What to produce - Scan the entries below. Report each line where the string "lane" occurs.
+ + +
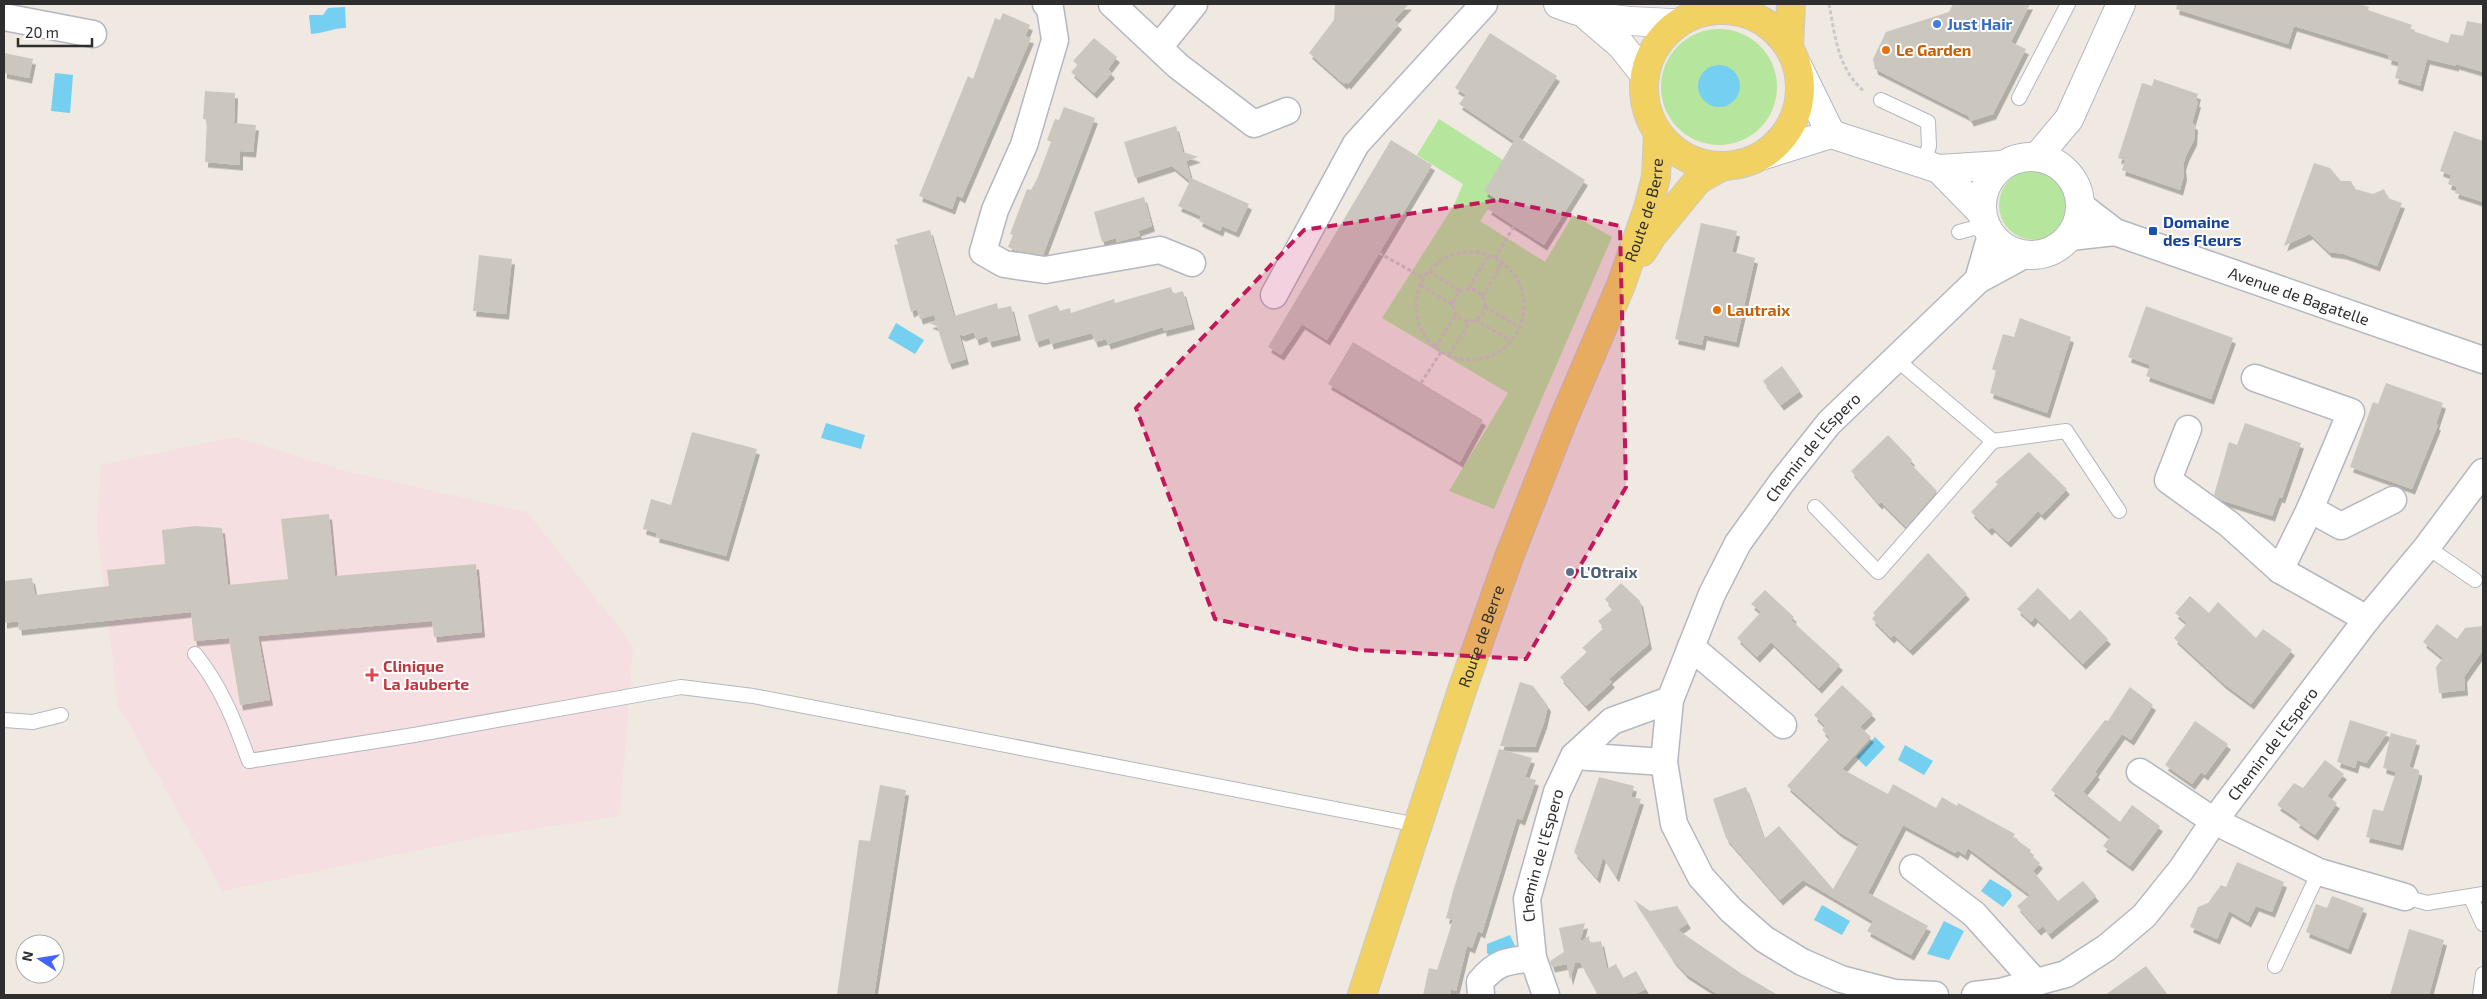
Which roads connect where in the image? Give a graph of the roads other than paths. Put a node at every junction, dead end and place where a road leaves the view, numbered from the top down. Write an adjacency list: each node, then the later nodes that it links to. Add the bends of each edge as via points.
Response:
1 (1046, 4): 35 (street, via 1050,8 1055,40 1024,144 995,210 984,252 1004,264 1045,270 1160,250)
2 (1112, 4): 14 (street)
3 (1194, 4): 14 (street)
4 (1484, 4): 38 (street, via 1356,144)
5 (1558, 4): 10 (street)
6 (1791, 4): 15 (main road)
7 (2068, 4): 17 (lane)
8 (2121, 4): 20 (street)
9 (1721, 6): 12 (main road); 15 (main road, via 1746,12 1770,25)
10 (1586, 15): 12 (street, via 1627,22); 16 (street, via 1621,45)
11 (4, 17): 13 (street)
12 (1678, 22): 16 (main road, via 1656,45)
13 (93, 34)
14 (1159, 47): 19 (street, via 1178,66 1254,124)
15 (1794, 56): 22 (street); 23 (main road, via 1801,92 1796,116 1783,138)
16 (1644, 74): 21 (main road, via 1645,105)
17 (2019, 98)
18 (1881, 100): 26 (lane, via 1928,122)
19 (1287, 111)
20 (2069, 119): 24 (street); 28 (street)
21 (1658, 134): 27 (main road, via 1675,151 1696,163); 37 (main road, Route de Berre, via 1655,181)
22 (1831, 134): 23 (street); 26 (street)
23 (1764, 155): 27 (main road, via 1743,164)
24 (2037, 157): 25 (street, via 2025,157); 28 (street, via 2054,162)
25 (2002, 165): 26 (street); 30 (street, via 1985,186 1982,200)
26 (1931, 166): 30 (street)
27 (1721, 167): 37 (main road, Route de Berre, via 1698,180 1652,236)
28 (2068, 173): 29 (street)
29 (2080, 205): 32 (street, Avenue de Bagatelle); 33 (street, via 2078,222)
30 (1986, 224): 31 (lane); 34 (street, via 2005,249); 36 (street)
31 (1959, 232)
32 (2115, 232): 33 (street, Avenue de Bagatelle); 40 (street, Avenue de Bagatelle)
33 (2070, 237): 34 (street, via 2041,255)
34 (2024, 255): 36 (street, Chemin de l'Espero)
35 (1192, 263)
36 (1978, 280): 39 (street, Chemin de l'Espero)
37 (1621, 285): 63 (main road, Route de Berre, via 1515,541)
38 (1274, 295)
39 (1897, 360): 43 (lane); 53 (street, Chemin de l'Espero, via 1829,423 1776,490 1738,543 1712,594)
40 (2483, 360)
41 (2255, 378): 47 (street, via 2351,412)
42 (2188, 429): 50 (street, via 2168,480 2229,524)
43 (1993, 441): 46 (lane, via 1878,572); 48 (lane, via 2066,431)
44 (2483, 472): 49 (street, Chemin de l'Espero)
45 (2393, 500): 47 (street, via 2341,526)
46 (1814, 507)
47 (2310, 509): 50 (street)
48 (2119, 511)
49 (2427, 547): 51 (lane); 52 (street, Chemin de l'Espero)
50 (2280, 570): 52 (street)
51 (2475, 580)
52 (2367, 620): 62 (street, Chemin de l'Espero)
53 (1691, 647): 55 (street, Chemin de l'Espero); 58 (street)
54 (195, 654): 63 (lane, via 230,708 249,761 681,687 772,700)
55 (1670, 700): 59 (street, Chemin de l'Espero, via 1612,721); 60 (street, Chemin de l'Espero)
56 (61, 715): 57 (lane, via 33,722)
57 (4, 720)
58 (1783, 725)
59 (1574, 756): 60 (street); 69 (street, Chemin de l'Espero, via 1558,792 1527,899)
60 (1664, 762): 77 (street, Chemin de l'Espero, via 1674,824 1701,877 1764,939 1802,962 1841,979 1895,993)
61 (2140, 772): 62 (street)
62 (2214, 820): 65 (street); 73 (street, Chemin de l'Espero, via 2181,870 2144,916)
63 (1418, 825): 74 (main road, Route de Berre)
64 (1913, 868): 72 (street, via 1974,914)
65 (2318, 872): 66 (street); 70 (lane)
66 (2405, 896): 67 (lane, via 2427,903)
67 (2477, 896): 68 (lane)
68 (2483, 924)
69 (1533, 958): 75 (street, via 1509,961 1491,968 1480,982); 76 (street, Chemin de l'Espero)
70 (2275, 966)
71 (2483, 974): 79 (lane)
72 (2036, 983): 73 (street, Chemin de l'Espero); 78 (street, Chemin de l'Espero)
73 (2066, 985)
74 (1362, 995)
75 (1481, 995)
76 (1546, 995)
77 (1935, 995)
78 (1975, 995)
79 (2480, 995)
+ + +
Solution to the exercise -
7 (2068, 4): 17 (lane)
18 (1881, 100): 26 (lane, via 1928,122)
30 (1986, 224): 31 (lane); 34 (street, via 2005,249); 36 (street)
39 (1897, 360): 43 (lane); 53 (street, Chemin de l'Espero, via 1829,423 1776,490 1738,543 1712,594)
43 (1993, 441): 46 (lane, via 1878,572); 48 (lane, via 2066,431)
49 (2427, 547): 51 (lane); 52 (street, Chemin de l'Espero)
54 (195, 654): 63 (lane, via 230,708 249,761 681,687 772,700)
56 (61, 715): 57 (lane, via 33,722)
65 (2318, 872): 66 (street); 70 (lane)
66 (2405, 896): 67 (lane, via 2427,903)
67 (2477, 896): 68 (lane)
71 (2483, 974): 79 (lane)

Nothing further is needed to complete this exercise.